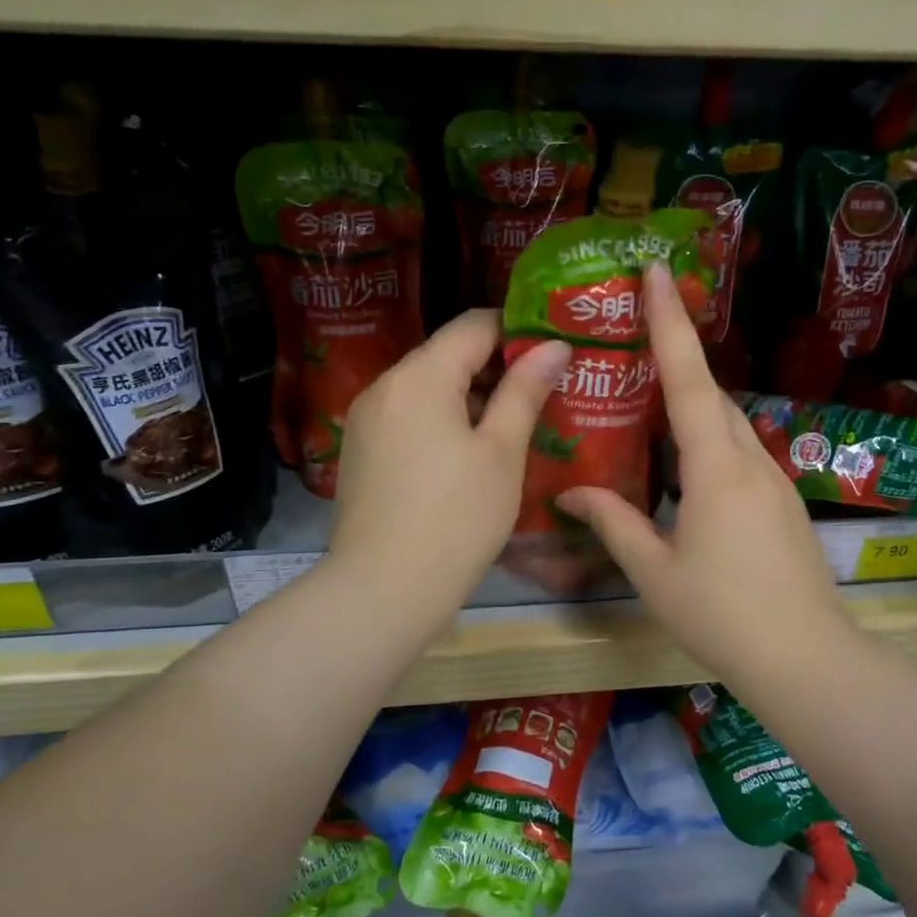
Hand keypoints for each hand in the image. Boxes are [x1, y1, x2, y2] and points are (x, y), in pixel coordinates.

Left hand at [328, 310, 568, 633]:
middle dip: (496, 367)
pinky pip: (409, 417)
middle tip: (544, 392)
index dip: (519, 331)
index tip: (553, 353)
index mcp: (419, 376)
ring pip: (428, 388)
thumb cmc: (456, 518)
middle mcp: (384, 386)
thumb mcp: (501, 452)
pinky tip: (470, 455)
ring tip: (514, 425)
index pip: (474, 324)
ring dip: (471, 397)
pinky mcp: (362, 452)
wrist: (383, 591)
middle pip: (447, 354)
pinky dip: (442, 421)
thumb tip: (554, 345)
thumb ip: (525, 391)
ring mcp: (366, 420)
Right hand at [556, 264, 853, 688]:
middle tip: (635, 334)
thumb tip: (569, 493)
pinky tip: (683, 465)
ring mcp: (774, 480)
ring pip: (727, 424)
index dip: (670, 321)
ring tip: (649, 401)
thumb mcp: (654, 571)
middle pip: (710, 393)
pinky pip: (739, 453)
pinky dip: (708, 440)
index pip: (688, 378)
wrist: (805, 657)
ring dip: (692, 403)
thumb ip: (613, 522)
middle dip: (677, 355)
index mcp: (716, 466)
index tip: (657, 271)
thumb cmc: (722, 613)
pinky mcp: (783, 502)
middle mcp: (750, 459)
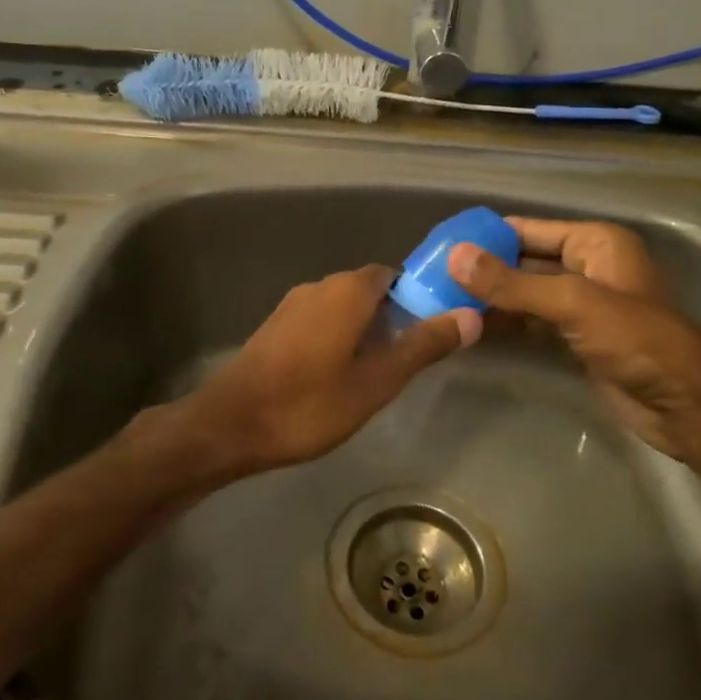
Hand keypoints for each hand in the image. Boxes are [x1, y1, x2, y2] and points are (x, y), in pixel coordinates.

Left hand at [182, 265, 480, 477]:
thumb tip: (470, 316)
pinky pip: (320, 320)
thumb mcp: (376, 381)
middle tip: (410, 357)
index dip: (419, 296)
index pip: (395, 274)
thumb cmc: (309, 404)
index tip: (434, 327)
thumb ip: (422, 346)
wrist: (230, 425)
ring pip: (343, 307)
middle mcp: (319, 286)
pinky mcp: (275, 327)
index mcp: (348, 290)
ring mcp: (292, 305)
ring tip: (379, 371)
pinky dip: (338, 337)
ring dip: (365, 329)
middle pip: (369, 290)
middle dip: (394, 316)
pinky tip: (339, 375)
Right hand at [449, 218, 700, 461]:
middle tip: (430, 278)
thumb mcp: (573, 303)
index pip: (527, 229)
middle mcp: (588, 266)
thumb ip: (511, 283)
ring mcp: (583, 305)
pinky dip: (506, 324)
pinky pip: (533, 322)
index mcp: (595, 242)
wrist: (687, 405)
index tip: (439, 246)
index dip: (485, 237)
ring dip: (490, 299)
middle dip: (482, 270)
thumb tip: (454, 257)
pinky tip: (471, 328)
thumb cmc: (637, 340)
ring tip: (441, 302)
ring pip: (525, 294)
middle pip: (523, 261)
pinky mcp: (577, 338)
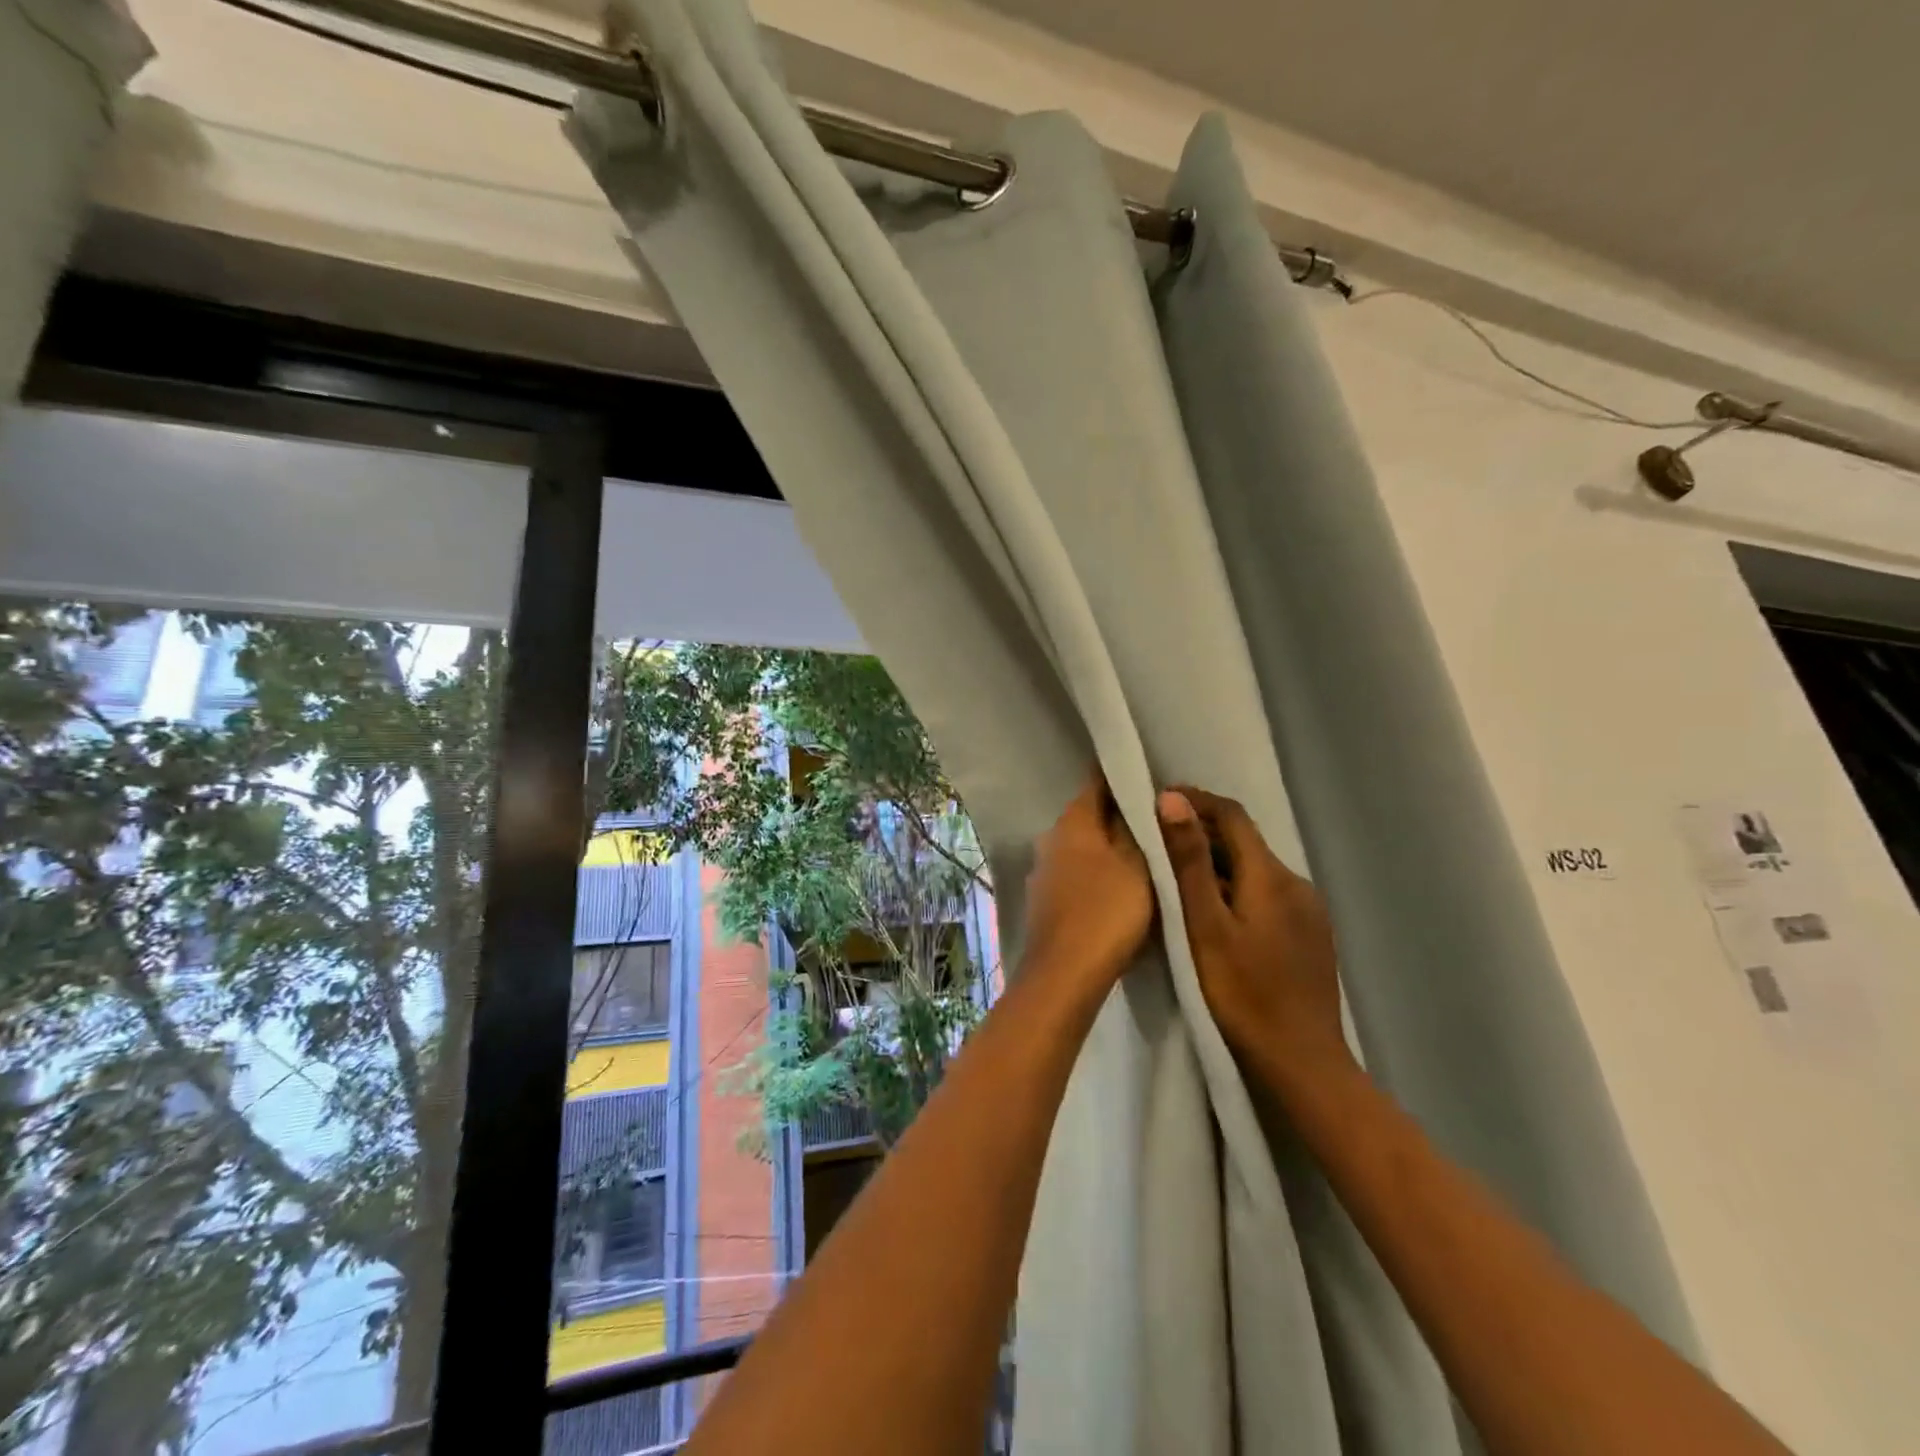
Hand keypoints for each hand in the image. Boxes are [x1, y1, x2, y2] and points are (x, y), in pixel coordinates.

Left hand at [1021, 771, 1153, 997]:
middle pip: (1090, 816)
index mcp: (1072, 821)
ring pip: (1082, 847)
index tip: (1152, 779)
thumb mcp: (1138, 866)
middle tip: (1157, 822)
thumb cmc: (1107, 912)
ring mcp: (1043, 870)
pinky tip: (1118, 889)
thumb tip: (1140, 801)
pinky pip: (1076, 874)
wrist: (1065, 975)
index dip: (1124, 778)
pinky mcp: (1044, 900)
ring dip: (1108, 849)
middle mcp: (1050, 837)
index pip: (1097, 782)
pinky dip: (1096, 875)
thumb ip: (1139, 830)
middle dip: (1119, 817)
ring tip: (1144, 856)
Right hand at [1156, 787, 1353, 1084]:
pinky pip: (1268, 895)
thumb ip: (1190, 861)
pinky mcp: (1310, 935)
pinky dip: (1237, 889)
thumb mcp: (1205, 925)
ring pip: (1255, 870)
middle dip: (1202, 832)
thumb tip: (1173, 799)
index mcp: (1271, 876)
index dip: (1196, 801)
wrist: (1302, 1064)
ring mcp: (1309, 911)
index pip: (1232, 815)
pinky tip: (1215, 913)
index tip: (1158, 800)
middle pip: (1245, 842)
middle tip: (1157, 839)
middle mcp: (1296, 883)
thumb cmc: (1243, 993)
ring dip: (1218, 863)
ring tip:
···
TASK INSTRUCTIONS:
Could you transcribe every entry exactly, leaving out the pictures?

ANSWER TO THIS TASK:
Hand keypoints for each hand in the image. Boxes are [x1, y1, x2, y2] and points are (x, y), in pixel coordinates.

Left hand at [328, 310, 568, 633]:
middle dip: (496, 367)
pinky pip: (409, 417)
middle tip: (544, 392)
index dip: (519, 331)
index tip: (553, 353)
index mcp: (419, 376)
ring pip: (428, 388)
thumb cmc: (456, 518)
middle mcp: (384, 386)
thumb mcp: (501, 452)
pinky tip: (470, 455)
ring tip: (514, 425)
index pip: (474, 324)
ring dip: (471, 397)
pinky mcp: (362, 452)
wrist: (383, 591)
middle pip: (447, 354)
pinky dip: (442, 421)
thumb tip: (554, 345)
thumb ip: (525, 391)
ring mcp: (366, 420)
Right hand at [556, 264, 853, 688]:
middle tip: (635, 334)
thumb tip: (569, 493)
pinky tip: (683, 465)
ring mcp: (774, 480)
ring pip: (727, 424)
index dip: (670, 321)
ring tip: (649, 401)
thumb mcp: (654, 571)
middle pip: (710, 393)
pinky pip: (739, 453)
pinky dip: (708, 440)
index pip: (688, 378)
wrist: (805, 657)
ring dip: (692, 403)
thumb ip: (613, 522)
middle dip: (677, 355)
index mcp: (716, 466)
index tip: (657, 271)
thumb cmc: (722, 613)
pinky mcp: (783, 502)
middle mcp: (750, 459)
Hand keypoints for each hand in the image. Boxes are [x1, y1, x2, y2] and points are (x, y), in pixel coordinates.

Left hand at [182, 265, 480, 477]:
thumb tip: (470, 316)
pinky pip: (320, 320)
thumb mcp: (376, 381)
middle tip: (410, 357)
index dip: (419, 296)
index pip: (395, 274)
thumb cmc: (309, 404)
index tip: (434, 327)
thumb ip: (422, 346)
wrist: (230, 425)
ring pip: (343, 307)
middle mcp: (319, 286)
pinky mcp: (275, 327)
index mcp: (348, 290)
ring mcp: (292, 305)
ring tip: (379, 371)
pinky dip: (338, 337)
ring dip: (365, 329)
middle pip: (369, 290)
middle dip: (394, 316)
pinky tip: (339, 375)
Right hand at [449, 218, 700, 461]:
middle tip: (430, 278)
thumb mcp: (573, 303)
index pip: (527, 229)
middle mcp: (588, 266)
thumb ip: (511, 283)
ring mcp: (583, 305)
pinky dip: (506, 324)
pinky pip: (533, 322)
index mcp: (595, 242)
wrist: (687, 405)
index tip: (439, 246)
index dip: (485, 237)
ring dip: (490, 299)
middle dip: (482, 270)
thumb tip: (454, 257)
pinky tip: (471, 328)
thumb cmc: (637, 340)
ring tip: (441, 302)
ring pip: (525, 294)
middle pip: (523, 261)
pinky mcp: (577, 338)
Hand keypoints for each hand in the image. Boxes are [x1, y1, x2, y2] and points are (x, y), in pixel coordinates.

Left hand at [1021, 771, 1153, 997]:
middle pip: (1090, 816)
index mcp: (1072, 821)
ring pip: (1082, 847)
index tip: (1152, 779)
thumb mcp: (1138, 866)
middle tip: (1157, 822)
thumb cmc: (1107, 912)
ring mcp: (1043, 870)
pinky tip: (1118, 889)
thumb tip: (1140, 801)
pinky pip: (1076, 874)
wrist: (1065, 975)
index dip: (1124, 778)
pinky mcp: (1044, 900)
ring dip: (1108, 849)
middle mcp: (1050, 837)
index pip: (1097, 782)
pinky dip: (1096, 875)
thumb ip: (1139, 830)
middle dip: (1119, 817)
ring tip: (1144, 856)
Right hand at [1156, 787, 1353, 1084]:
pinky pip: (1268, 895)
thumb ip: (1190, 861)
pinky mcp: (1310, 935)
pinky dip: (1237, 889)
thumb mcp: (1205, 925)
ring pip: (1255, 870)
middle dip: (1202, 832)
thumb tip: (1173, 799)
index mcp: (1271, 876)
index dip: (1196, 801)
wrist: (1302, 1064)
ring mcp: (1309, 911)
index pip: (1232, 815)
pinky tip: (1215, 913)
index tip: (1158, 800)
middle pip: (1245, 842)
middle tip: (1157, 839)
middle mcp: (1296, 883)
thumb cmc: (1243, 993)
ring dip: (1218, 863)
ring tip:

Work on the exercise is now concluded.